Nebenan speist man heute im elegant-schlichten Restaurant Schnitzel oder Hirn mit Ei – das war schon früher der schönere Teil des Hauses: Erdgeschoß und erster Stock, in dem die Direktion saß, wurden intern „Mahagonitrakt“ genannt – die Büros waren mit schweren Mahagoni-Möbeln und dicken Teppichen ausgestattet, die oberen fünf Stockwerke mit schäbigen Möbeln und billigem PVC. Diese hat nie ein Besucher gesehen, Gäste durften sich nur im Mahagoni-Trakt bewegen. In den einst geheimen oberen Stöcken sind heute 188 Zimmer und Suiten untergebracht: Mit Parkett, dunkelblauen Wänden und Betten mit verschnörkelt-weißen Kopfteilen. So wie in jenem Zimmer über der heutigen Champagner-Bar, das im einstigen Büro des Direktors eingerichtet ist. Man schläft heute dort, wo einst Staatsgeheimnisse besprochen wurden und mitunter Agenten ein und aus gegangen sind. Entsprechend gut wurde das Haus überwacht, der Hof war mit Stacheldraht abgeschirmt, auch heute dürfen ihn Besucher nicht betreten – wegen der Anrainer. Die Sicherheits-Infrastruktur ist mittlerweile verschwunden. Vermutlich. Nach dem Umzug in die Rennweg-Kaserne hat sich um alte Wanzen, über die man noch munkelte, oder Sicherheitsleitungen nämlich niemand mehr groß gekümmert.
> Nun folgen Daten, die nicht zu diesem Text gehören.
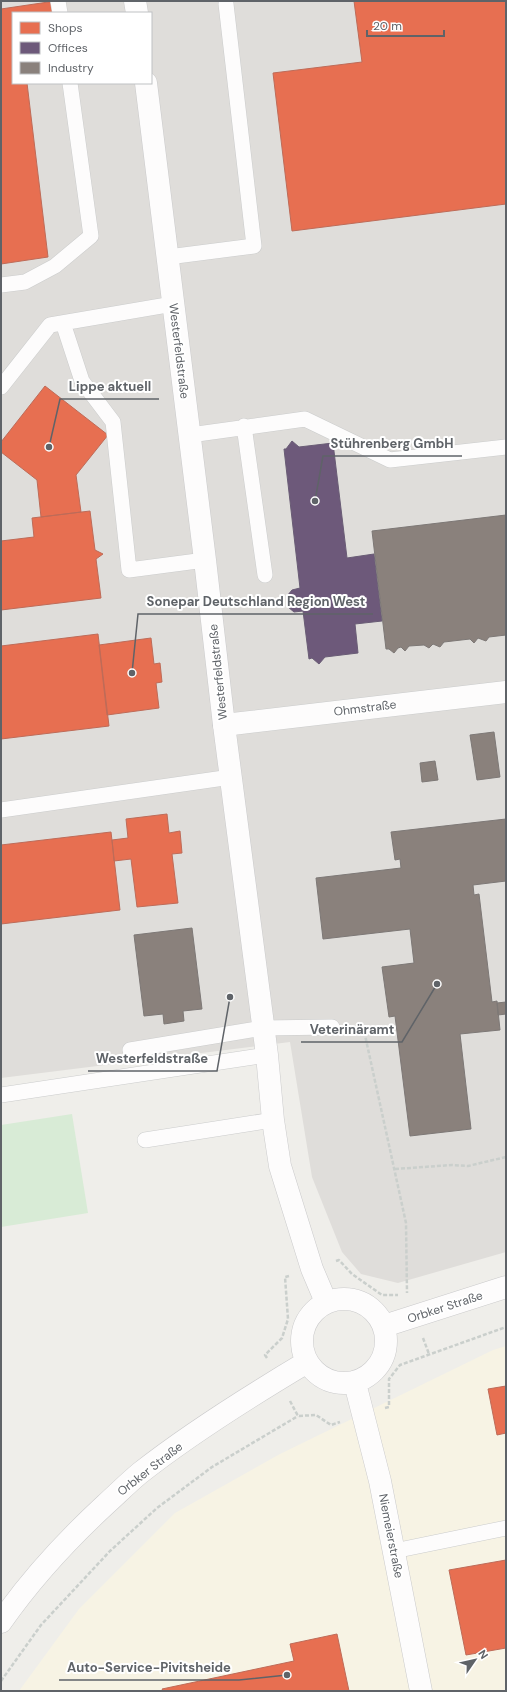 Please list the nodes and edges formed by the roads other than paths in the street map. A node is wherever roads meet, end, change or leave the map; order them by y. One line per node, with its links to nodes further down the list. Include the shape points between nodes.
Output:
1 (58, 1): 4 (lane)
2 (135, 1): 5 (street)
3 (226, 4): 8 (lane, via 254,246)
4 (60, 12)
5 (137, 12)
6 (70, 84): 9 (lane, via 91,236 55,266 25,282)
7 (146, 84): 8 (street, Westerfeldstraße)
8 (168, 257): 10 (street, Westerfeldstraße)
9 (1, 285)
10 (173, 304): 11 (lane); 14 (street, Westerfeldstraße)
11 (63, 323): 12 (lane, via 50,325); 16 (lane, via 82,381 114,422 129,570)
12 (1, 387)
13 (244, 426): 14 (lane); 15 (lane, via 305,419 390,460); 17 (lane)
14 (190, 435): 16 (street, Westerfeldstraße)
15 (506, 447)
16 (205, 560): 19 (street, Westerfeldstraße)
17 (265, 575)
18 (506, 692): 19 (street, Ohmstraße)
19 (224, 725): 20 (street, Westerfeldstraße)
20 (230, 777): 21 (lane); 23 (street, Westerfeldstraße)
21 (1, 810)
22 (332, 1027): 23 (lane)
23 (263, 1028): 24 (lane); 25 (street, Westerfeldstraße)
24 (130, 1050)
25 (267, 1056): 26 (lane); 27 (street, Westerfeldstraße)
26 (1, 1095)
27 (273, 1120): 28 (lane); 30 (street, Westerfeldstraße, via 280,1166 312,1269)
28 (145, 1140)
29 (506, 1287): 31 (street, Orbker Straße)
30 (326, 1302): 31 (street, via 354,1300 377,1314); 32 (street, via 312,1313 303,1328 302,1345)
31 (384, 1326): 33 (street, via 386,1350 382,1361 370,1374)
32 (307, 1362): 33 (street, via 315,1373 327,1381); 36 (street, Orbker Straße, via 277,1379 139,1474 51,1559)
33 (355, 1383): 35 (street, Niemeierstraße, via 380,1481)
34 (506, 1528): 35 (lane)
35 (394, 1550): 37 (street, Niemeierstraße)
36 (1, 1622)
37 (421, 1691) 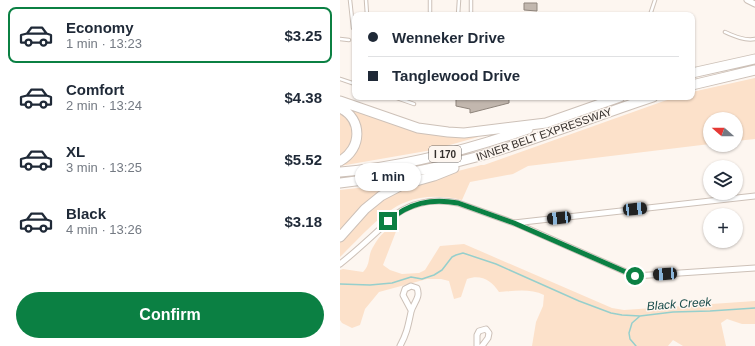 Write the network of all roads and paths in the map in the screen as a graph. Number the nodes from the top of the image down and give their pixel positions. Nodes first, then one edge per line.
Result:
1 (350, 0) edge
2 (366, 0) edge
3 (430, 0) edge
4 (459, 0) edge
5 (471, 0) edge
6 (655, 0) edge
7 (746, 0) edge
8 (755, 4) edge
9 (367, 12) edge
10 (430, 12) edge
11 (458, 12) edge
12 (471, 12) edge
13 (651, 12) edge
14 (352, 19) edge
15 (725, 32) dead end
16 (340, 38) edge
17 (755, 39) edge
18 (349, 40) dead end
19 (755, 59) edge
20 (755, 70) edge
21 (695, 72) edge
22 (340, 79) edge
23 (352, 83) edge
24 (695, 84) edge
25 (403, 100) edge
26 (611, 100) edge
27 (644, 100) edge
28 (340, 101) edge
29 (414, 104) dead end
30 (340, 108) edge
31 (546, 123) junction
32 (491, 153) junction
33 (340, 161) edge
34 (340, 172) edge
35 (340, 183) edge
36 (755, 196) edge
37 (514, 223) junction
38 (340, 237) edge
39 (340, 264) edge
40 (755, 268) edge
41 (411, 310) dead end
42 (400, 346) edge
43 (477, 346) edge
44 (482, 346) edge

1 - 14 lane
2 - 9 lane
3 - 10 lane
4 - 11 lane
5 - 12 lane
6 - 13 lane
7 - 8 street
15 - 17 lane
16 - 18 lane
19 - 21 highway
20 - 24 highway
22 - 23 lane
25 - 29 lane
26 - 31 highway, INNER BELT EXPRESSWAY / I 170
27 - 32 highway, INNER BELT EXPRESSWAY / I 170
28 - 31 highway
30 - 33 highway
31 - 34 highway, INNER BELT EXPRESSWAY / I 170
32 - 35 highway, INNER BELT EXPRESSWAY / I 170
32 - 38 highway
36 - 37 street
37 - 39 street
37 - 40 street
41 - 42 street
43 - 44 street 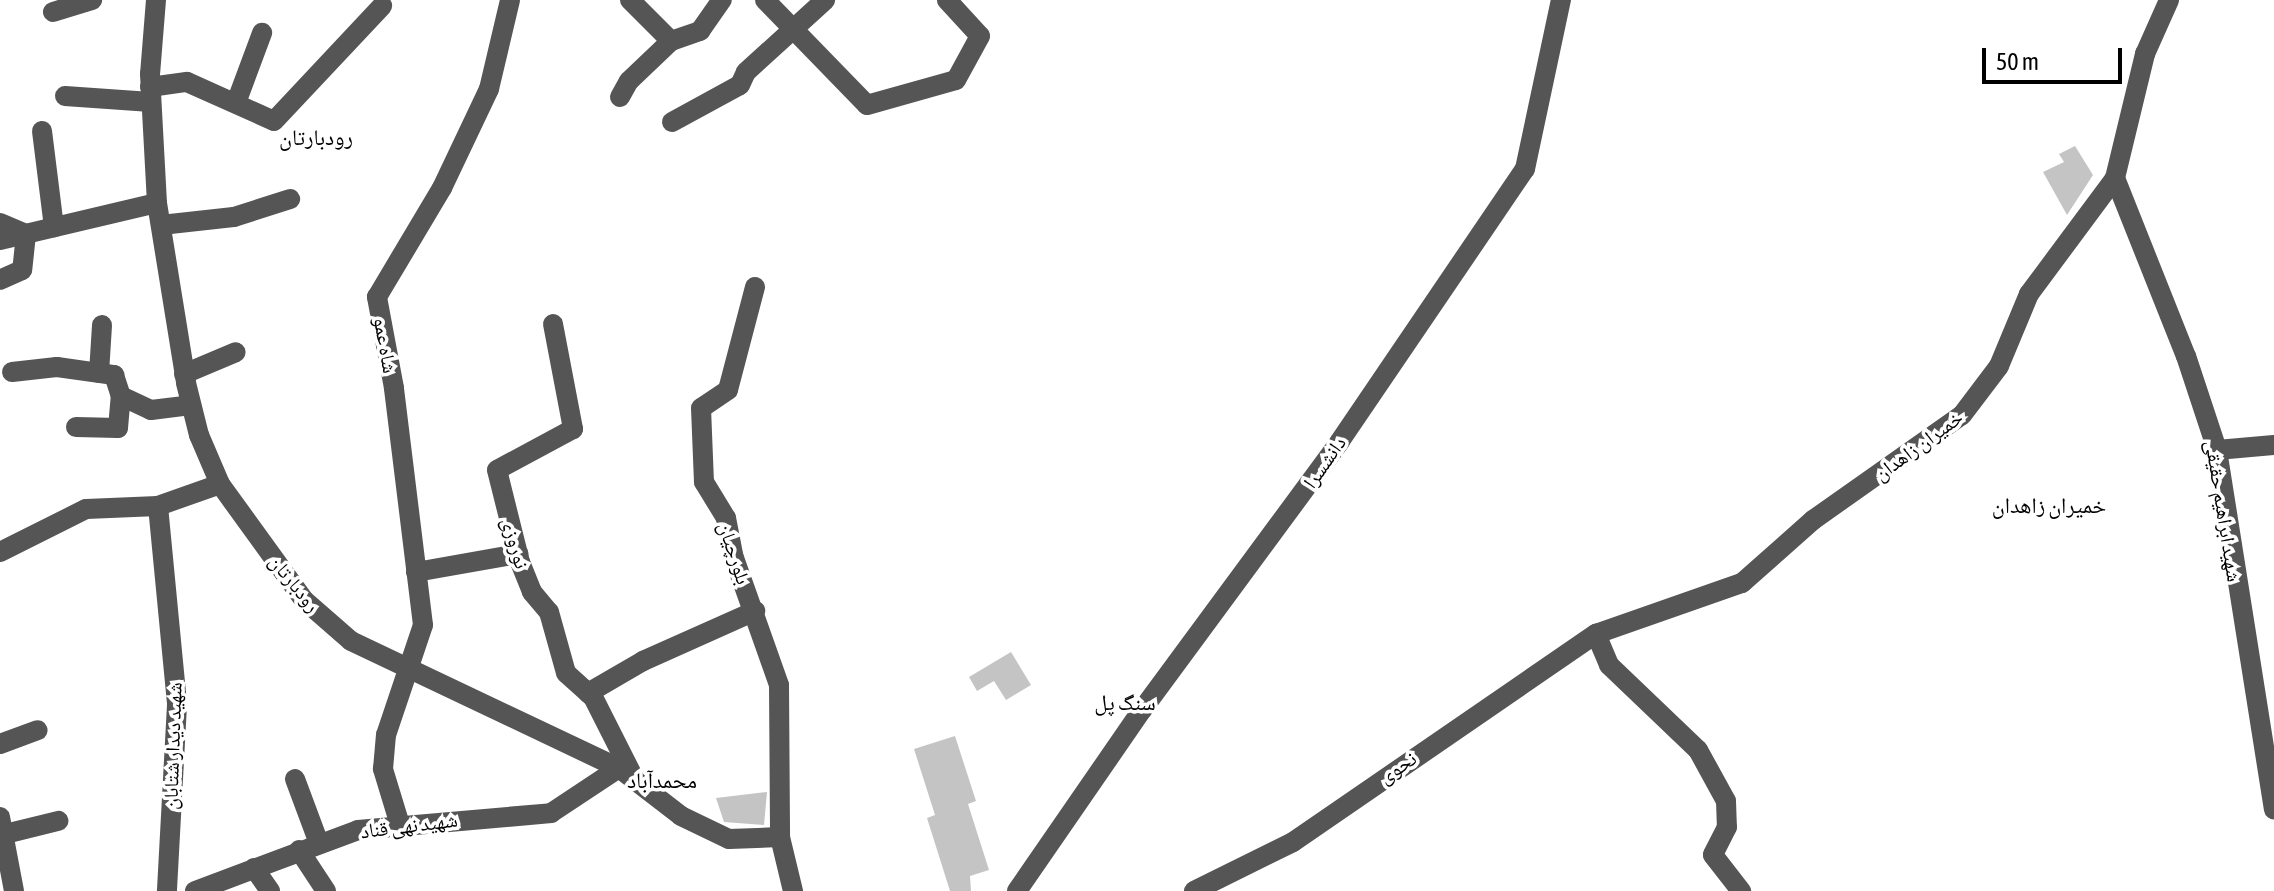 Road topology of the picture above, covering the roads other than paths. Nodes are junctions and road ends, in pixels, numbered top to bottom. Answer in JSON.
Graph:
{"nodes":[{"id":1,"x":92,"y":0,"type":"edge"},
{"id":2,"x":156,"y":0,"type":"edge"},
{"id":3,"x":510,"y":0,"type":"edge"},
{"id":4,"x":722,"y":0,"type":"edge"},
{"id":5,"x":765,"y":0,"type":"edge"},
{"id":6,"x":825,"y":0,"type":"edge"},
{"id":7,"x":947,"y":0,"type":"edge"},
{"id":8,"x":1561,"y":0,"type":"edge"},
{"id":9,"x":2169,"y":0,"type":"edge"},
{"id":10,"x":643,"y":4,"type":"edge"},
{"id":11,"x":382,"y":6,"type":"dead end"},
{"id":12,"x":53,"y":12,"type":"dead end"},
{"id":13,"x":796,"y":29,"type":"junction"},
{"id":14,"x":262,"y":33,"type":"dead end"},
{"id":15,"x":671,"y":41,"type":"junction"},
{"id":16,"x":151,"y":94,"type":"junction"},
{"id":17,"x":65,"y":96,"type":"dead end"},
{"id":18,"x":620,"y":97,"type":"dead end"},
{"id":19,"x":236,"y":103,"type":"junction"},
{"id":20,"x":672,"y":122,"type":"dead end"},
{"id":21,"x":42,"y":131,"type":"dead end"},
{"id":22,"x":2115,"y":178,"type":"junction"},
{"id":23,"x":290,"y":199,"type":"dead end"},
{"id":24,"x":157,"y":203,"type":"junction"},
{"id":25,"x":0,"y":223,"type":"edge"},
{"id":26,"x":161,"y":225,"type":"junction"},
{"id":27,"x":54,"y":227,"type":"junction"},
{"id":28,"x":26,"y":234,"type":"junction"},
{"id":29,"x":0,"y":240,"type":"edge"},
{"id":30,"x":0,"y":280,"type":"edge"},
{"id":31,"x":755,"y":287,"type":"dead end"},
{"id":32,"x":553,"y":324,"type":"dead end"},
{"id":33,"x":102,"y":325,"type":"dead end"},
{"id":34,"x":236,"y":352,"type":"dead end"},
{"id":35,"x":12,"y":372,"type":"dead end"},
{"id":36,"x":99,"y":373,"type":"junction"},
{"id":37,"x":184,"y":374,"type":"junction"},
{"id":38,"x":121,"y":396,"type":"junction"},
{"id":39,"x":191,"y":405,"type":"junction"},
{"id":40,"x":76,"y":427,"type":"dead end"},
{"id":41,"x":2274,"y":445,"type":"edge"},
{"id":42,"x":2217,"y":450,"type":"junction"},
{"id":43,"x":220,"y":484,"type":"junction"},
{"id":44,"x":158,"y":506,"type":"junction"},
{"id":45,"x":0,"y":552,"type":"edge"},
{"id":46,"x":518,"y":554,"type":"junction"},
{"id":47,"x":416,"y":572,"type":"junction"},
{"id":48,"x":755,"y":611,"type":"junction"},
{"id":49,"x":1596,"y":634,"type":"junction"},
{"id":50,"x":407,"y":669,"type":"junction"},
{"id":51,"x":588,"y":693,"type":"junction"},
{"id":52,"x":38,"y":730,"type":"dead end"},
{"id":53,"x":0,"y":744,"type":"edge"},
{"id":54,"x":627,"y":773,"type":"junction"},
{"id":55,"x":295,"y":779,"type":"dead end"},
{"id":56,"x":2274,"y":810,"type":"edge"},
{"id":57,"x":58,"y":821,"type":"dead end"},
{"id":58,"x":400,"y":825,"type":"junction"},
{"id":59,"x":3,"y":826,"type":"edge"},
{"id":60,"x":780,"y":837,"type":"junction"},
{"id":61,"x":309,"y":846,"type":"junction"},
{"id":62,"x":254,"y":868,"type":"junction"},
{"id":63,"x":14,"y":891,"type":"edge"},
{"id":64,"x":167,"y":891,"type":"edge"},
{"id":65,"x":195,"y":891,"type":"edge"},
{"id":66,"x":270,"y":891,"type":"edge"},
{"id":67,"x":326,"y":891,"type":"edge"},
{"id":68,"x":793,"y":891,"type":"edge"},
{"id":69,"x":1017,"y":891,"type":"edge"},
{"id":70,"x":1194,"y":891,"type":"edge"},
{"id":71,"x":1741,"y":891,"type":"edge"}],
"edges":[{"from":1,"to":12,"type":"street"},
{"from":2,"to":16,"type":"street","name":"رودبارتان"},
{"from":3,"to":47,"type":"street","name":"شاه عمو"},
{"from":4,"to":15,"type":"street"},
{"from":5,"to":13,"type":"street"},
{"from":6,"to":13,"type":"street"},
{"from":7,"to":13,"type":"street"},
{"from":8,"to":69,"type":"street","name":"دانشسرا"},
{"from":9,"to":22,"type":"street","name":"خمیران زاهدان"},
{"from":10,"to":15,"type":"street"},
{"from":11,"to":19,"type":"street"},
{"from":13,"to":20,"type":"street"},
{"from":14,"to":19,"type":"street"},
{"from":15,"to":18,"type":"street"},
{"from":16,"to":17,"type":"street"},
{"from":16,"to":19,"type":"street"},
{"from":16,"to":24,"type":"street","name":"رودبارتان"},
{"from":21,"to":27,"type":"street"},
{"from":22,"to":42,"type":"street","name":"شهید ابراهیم حقیقی"},
{"from":22,"to":49,"type":"street","name":"خمیران زاهدان"},
{"from":23,"to":26,"type":"street"},
{"from":24,"to":26,"type":"street","name":"رودبارتان"},
{"from":24,"to":27,"type":"street"},
{"from":25,"to":28,"type":"street"},
{"from":26,"to":37,"type":"street","name":"رودبارتان"},
{"from":27,"to":28,"type":"street"},
{"from":28,"to":29,"type":"street"},
{"from":28,"to":30,"type":"street"},
{"from":31,"to":48,"type":"street","name":"بلورچیان"},
{"from":32,"to":46,"type":"street","name":"نوروزی"},
{"from":33,"to":36,"type":"street"},
{"from":34,"to":37,"type":"street"},
{"from":35,"to":36,"type":"street"},
{"from":36,"to":38,"type":"street"},
{"from":37,"to":39,"type":"street","name":"رودبارتان"},
{"from":38,"to":39,"type":"street"},
{"from":38,"to":40,"type":"street"},
{"from":39,"to":43,"type":"street","name":"رودبارتان"},
{"from":41,"to":42,"type":"street"},
{"from":42,"to":56,"type":"street","name":"شهید ابراهیم حقیقی"},
{"from":43,"to":44,"type":"street"},
{"from":43,"to":50,"type":"street","name":"رودبارتان"},
{"from":44,"to":45,"type":"street"},
{"from":44,"to":64,"type":"street","name":"شهید دیدار شتابان"},
{"from":46,"to":47,"type":"street"},
{"from":46,"to":51,"type":"street","name":"نوروزی"},
{"from":47,"to":50,"type":"street","name":"شاه عمو"},
{"from":48,"to":51,"type":"street"},
{"from":48,"to":60,"type":"street","name":"بلورچیان"},
{"from":49,"to":70,"type":"street","name":"نحوی"},
{"from":49,"to":71,"type":"street"},
{"from":50,"to":54,"type":"street","name":"رودبارتان"},
{"from":50,"to":58,"type":"street","name":"شاه عمو"},
{"from":51,"to":54,"type":"street","name":"نوروزی"},
{"from":52,"to":53,"type":"street"},
{"from":54,"to":58,"type":"street","name":"شهید نهی قناد"},
{"from":54,"to":60,"type":"street","name":"رودبارتان"},
{"from":55,"to":61,"type":"street"},
{"from":57,"to":59,"type":"street"},
{"from":58,"to":61,"type":"street","name":"شهید نهی قناد"},
{"from":59,"to":63,"type":"street"},
{"from":60,"to":68,"type":"street"},
{"from":61,"to":62,"type":"street","name":"شهید نهی قناد"},
{"from":61,"to":67,"type":"street"},
{"from":62,"to":65,"type":"street","name":"شهید نهی قناد"},
{"from":62,"to":66,"type":"street"}]}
Schließlich gestaltet sich so ein Geheimdienst-Umzug ohnehin kompliziert. Seither war das Gebäude jedenfalls leer. Lange wurde zwischen Hotel-Gruppen und Eigentümern verhandelt. In der Zwischenzeit fanden Mode-Pop-ups statt, alle übrigen Mieter, ein Reisebüro oder eine asiatische Rotlicht-Bar, waren lange ausgezogen. Diese hat den früheren Mit-Mietern nicht nur Freude bereitet: Etwa, weil morgens öfters volltrunkene Besucher vor der Tür des BVT gelegen sind. Aber, immerhin hielt die Bar den nächtlichen Journaldienst bei Laune, der am Monitor beobachten konnte, wer in die sogenannte HoChiMinh-Bar ging – und ob Kollegen dabei waren. Die hatten im Haus aber genügend Gelegenheiten zu feiern: bei regelmäßigen Festen, Frühlings-, Krampus- bis Weihnachtsfest, inklusive Auftritten der hauseigenen Partyband CSI (Central Sound Intelligence), zu denen im Fasching Staatspolizisten mitunter verkleidet ins Amt spaziert sind.

(Fast) geheimer Pool am Dach

Heute geht es am Schubertring gediegener zu: Gästen stehen drei Restaurants zur Verfügung, auch eine Rooftop-Bar mit Pool und herrlicher Sicht auf den Stephansdom. Dort, wo früher „grüner“ Besprechungsraum, „Dienstsport“-Raum, Dolmetsch-Büros oder der Terrassen-Griller waren, sitzt man nun auf Ledersofas im Dachgeschoß-Lokal – das aber Hotelgästen vorbehalten ist. Und somit ist zumindest ein Teil des Hauses noch ein wenig geheim.